- **TASK INSTRUCTIONS**
Using the records below, locate all lines containing "italic" and return them.
--- MATERIAL FOR THIS EXERCISE ---
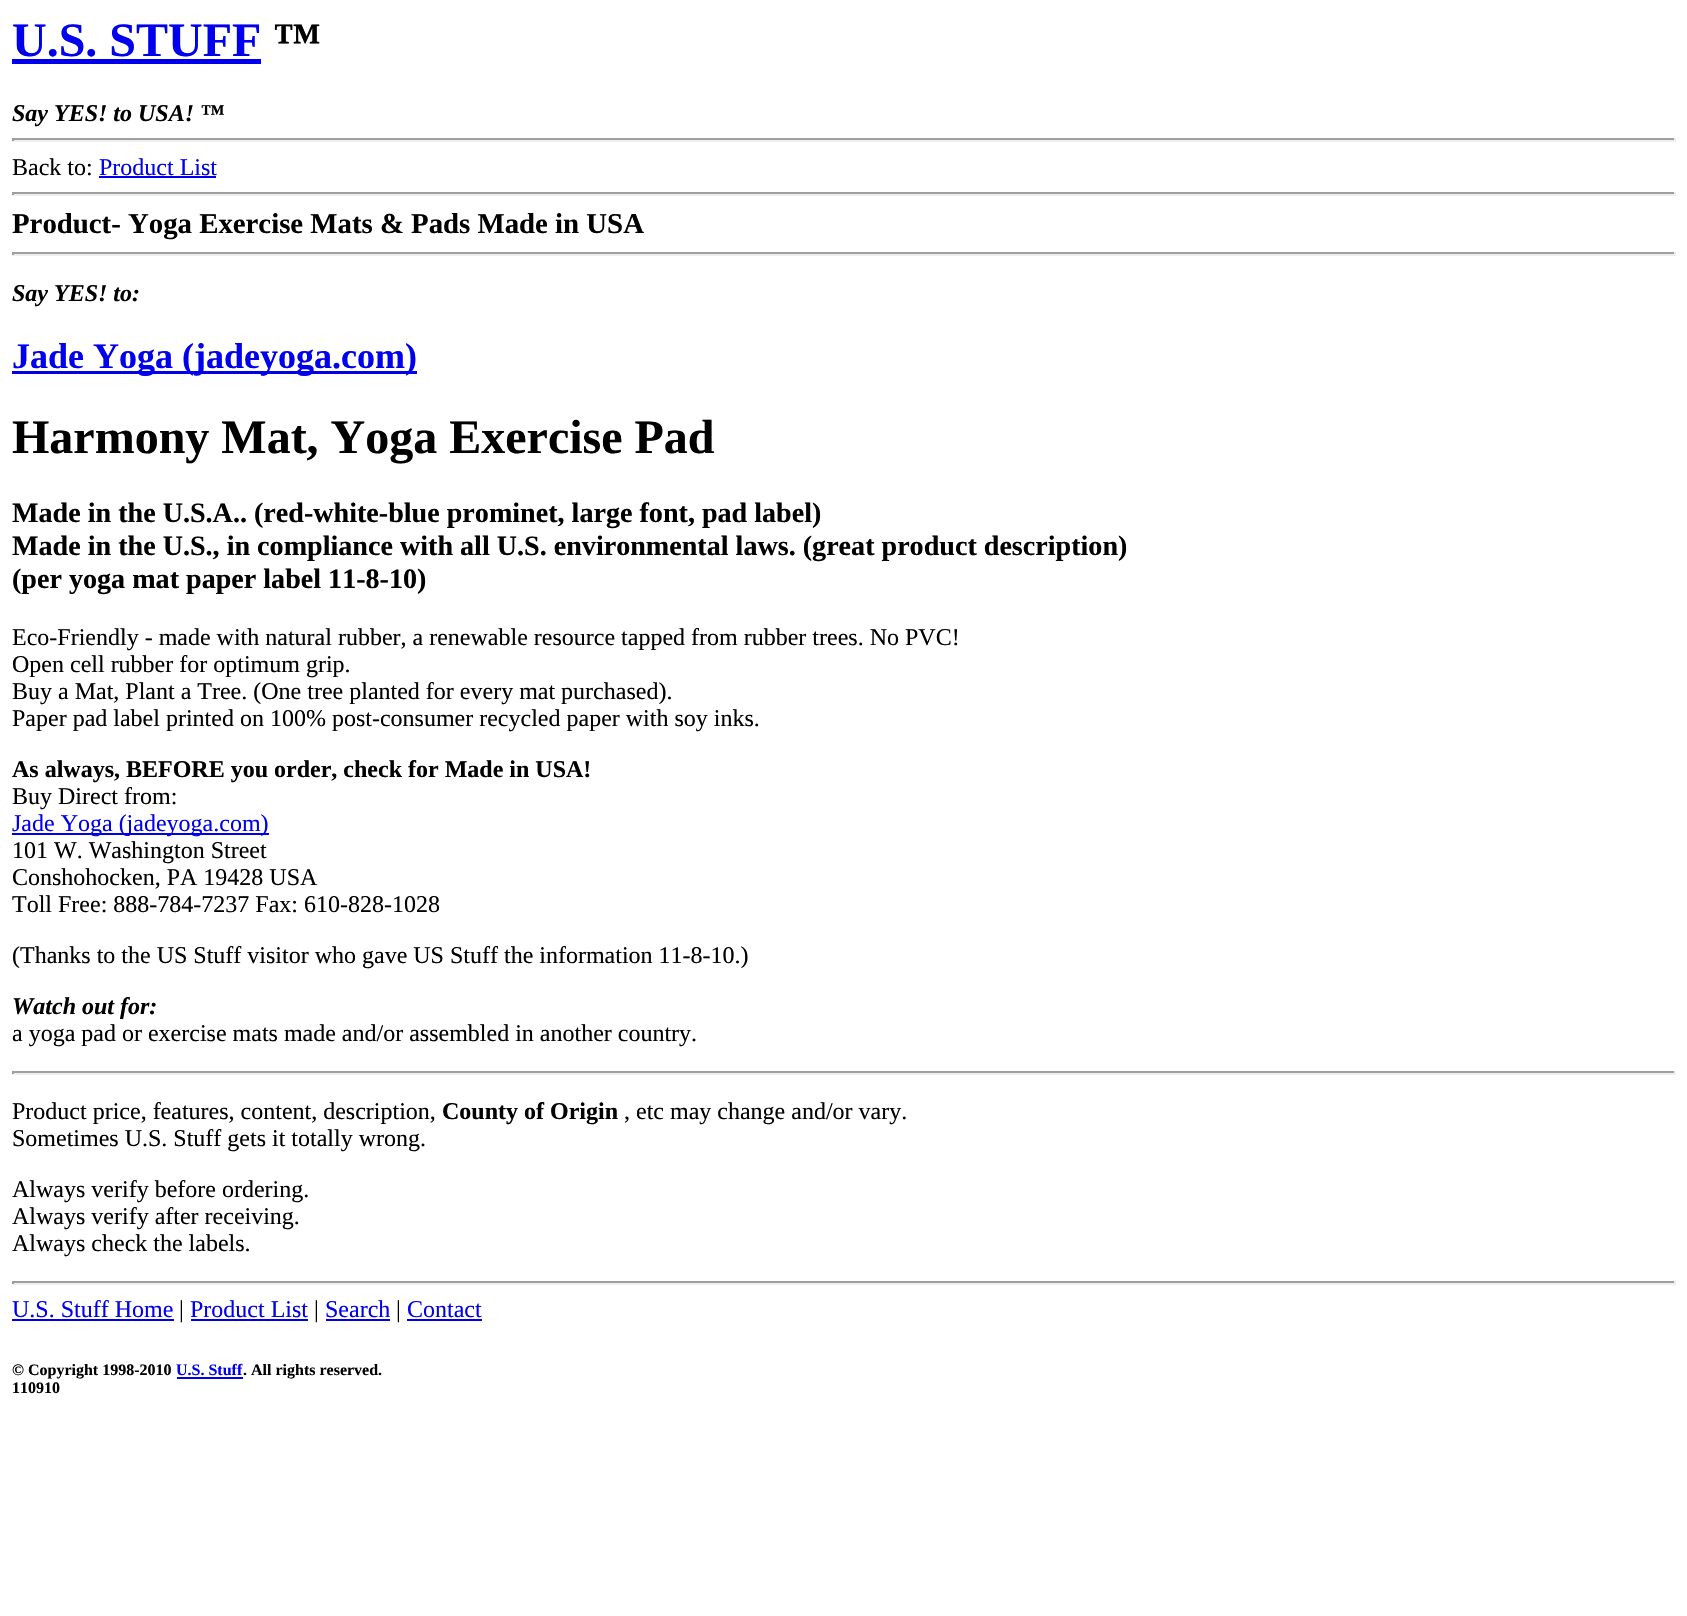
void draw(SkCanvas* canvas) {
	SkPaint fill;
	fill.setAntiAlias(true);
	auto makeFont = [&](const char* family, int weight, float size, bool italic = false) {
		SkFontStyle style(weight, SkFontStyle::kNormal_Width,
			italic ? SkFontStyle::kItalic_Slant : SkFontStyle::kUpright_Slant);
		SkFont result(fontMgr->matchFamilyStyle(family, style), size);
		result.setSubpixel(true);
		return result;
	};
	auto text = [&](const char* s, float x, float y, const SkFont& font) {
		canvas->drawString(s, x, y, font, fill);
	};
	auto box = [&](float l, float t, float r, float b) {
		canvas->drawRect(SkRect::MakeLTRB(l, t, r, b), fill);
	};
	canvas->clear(0xFFFFFFFF);
	fill.setColor(0xFF0000EE);
	box(12, 59, 261, 64);
	fill.setColor(0xFF9F9F9F);
	box(12, 138, 1676, 140);
	fill.setColor(0xFFEEEEEE);
	box(1674, 138, 1676, 141);
	box(12, 140, 1676, 142);
	fill.setColor(0xFF9F9F9F);
	box(12, 138, 14, 141);
	fill.setColor(0xFF0000EE);
	box(99, 176, 216, 178);
	fill.setColor(0xFF9F9F9F);
	box(12, 192, 1676, 194);
	fill.setColor(0xFFEEEEEE);
	box(1674, 192, 1676, 195);
	box(12, 194, 1676, 196);
	fill.setColor(0xFF9F9F9F);
	box(12, 192, 14, 195);
	box(12, 252, 1676, 254);
	fill.setColor(0xFFEEEEEE);
	box(1674, 252, 1676, 255);
	box(12, 254, 1676, 256);
	fill.setColor(0xFF9F9F9F);
	box(12, 252, 14, 255);
	fill.setColor(0xFF0000EE);
	box(12, 371, 417, 374);
	box(12, 833, 269, 835);
	fill.setColor(0xFF9F9F9F);
	box(12, 1071, 1676, 1073);
	fill.setColor(0xFFEEEEEE);
	box(1674, 1071, 1676, 1074);
	box(12, 1073, 1676, 1075);
	fill.setColor(0xFF9F9F9F);
	box(12, 1071, 14, 1074);
	box(12, 1281, 1676, 1283);
	fill.setColor(0xFFEEEEEE);
	box(1674, 1281, 1676, 1284);
	box(12, 1283, 1676, 1285);
	fill.setColor(0xFF9F9F9F);
	box(12, 1281, 14, 1284);
	fill.setColor(0xFF0000EE);
	box(12, 1319, 174, 1321);
	box(191, 1319, 308, 1321);
	box(326, 1319, 390, 1321);
	box(407, 1319, 482, 1321);
	box(177, 1377, 243, 1379);
	auto font1 = makeFont("Liberation Serif", 700, 48);
	text("U.S. STUFF", 12, 56, font1);
	fill.setColor(0xFF000000);
	text("™", 273, 56, font1);
	auto font2 = makeFont("Liberation Serif", 700, 24, true);
	text("Say YES! to USA! ™", 12, 121, font2);
	auto font3 = makeFont("Liberation Serif", 400, 24);
	text("Back to:", 12, 175, font3);
	fill.setColor(0xFF0000EE);
	text("Product List", 99, 175, font3);
	auto font4 = makeFont("Liberation Serif", 700, 28.8f);
	fill.setColor(0xFF000000);
	text("Product- Yoga Exercise Mats & Pads Made in USA", 12, 233, font4);
	text("Say YES! to:", 12, 301, font2);
	auto font5 = makeFont("Liberation Serif", 700, 36);
	fill.setColor(0xFF0000EE);
	text("Jade Yoga (jadeyoga.com)", 12, 368, font5);
	fill.setColor(0xFF000000);
	text("Harmony Mat, Yoga Exercise Pad", 12, 453, font1);
	auto font6 = makeFont("Liberation Serif", 700, 28.1f);
	text("Made in the U.S.A.. (red-white-blue prominet, large font, pad label)", 12, 522, font6);
	text("Made in the U.S., in compliance with all U.S. environmental laws. (great product description)", 12, 555, font6);
	text("(per yoga mat paper label 11-8-10)", 12, 588, font6);
	text("Eco-Friendly - made with natural rubber, a renewable resource tapped from rubber trees. No PVC!", 12, 645, font3);
	text("Open cell rubber for optimum grip.", 12, 672, font3);
	text("Buy a Mat, Plant a Tree. (One tree planted for every mat purchased).", 12, 699, font3);
	text("Paper pad label printed on 100% post-consumer recycled paper with soy inks.", 12, 726, font3);
	auto font7 = makeFont("Liberation Serif", 700, 24);
	text("As always, BEFORE you order, check for Made in USA!", 12, 777, font7);
	text("Buy Direct from:", 12, 804, font3);
	fill.setColor(0xFF0000EE);
	text("Jade Yoga (jadeyoga.com)", 12, 831, font3);
	fill.setColor(0xFF000000);
	text("101 W. Washington Street", 12, 858, font3);
	text("Conshohocken, PA 19428 USA", 12, 885, font3);
	text("Toll Free: 888-784-7237 Fax: 610-828-1028", 12, 912, font3);
	text("(Thanks to the US Stuff visitor who gave US Stuff the information 11-8-10.)", 12, 963, font3);
	text("Watch out for:", 12, 1014, font2);
	text("a yoga pad or exercise mats made and/or assembled in another country.", 12, 1041, font3);
	text("Product price, features, content, description,", 12, 1119, font3);
	text("County of Origin", 442, 1119, font7);
	text(", etc may change and/or vary.", 624, 1119, font3);
	text("Sometimes U.S. Stuff gets it totally wrong.", 12, 1146, font3);
	text("Always verify before ordering.", 12, 1197, font3);
	text("Always verify after receiving.", 12, 1224, font3);
	text("Always check the labels.", 12, 1251, font3);
	fill.setColor(0xFF0000EE);
	text("U.S. Stuff Home", 12, 1317, font3);
	fill.setColor(0xFF000000);
	text("|", 179, 1317, font3);
	fill.setColor(0xFF0000EE);
	text("Product List", 190, 1317, font3);
	fill.setColor(0xFF000000);
	text("|", 314, 1317, font3);
	fill.setColor(0xFF0000EE);
	text("Search", 325, 1317, font3);
	fill.setColor(0xFF000000);
	text("|", 396, 1317, font3);
	fill.setColor(0xFF0000EE);
	text("Contact", 407, 1317, font3);
	auto font8 = makeFont("Liberation Serif", 700, 16);
	fill.setColor(0xFF000000);
	text("© Copyright 1998-2010", 12, 1375, font8);
	fill.setColor(0xFF0000EE);
	text("U.S. Stuff", 176, 1375, font8);
	fill.setColor(0xFF000000);
	text(". All rights reserved.", 243, 1375, font8);
	text("110910", 12, 1393, font8);
}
---
- **ANSWER SPACE**
	auto makeFont = [&](const char* family, int weight, float size, bool italic = false) {
			italic ? SkFontStyle::kItalic_Slant : SkFontStyle::kUpright_Slant);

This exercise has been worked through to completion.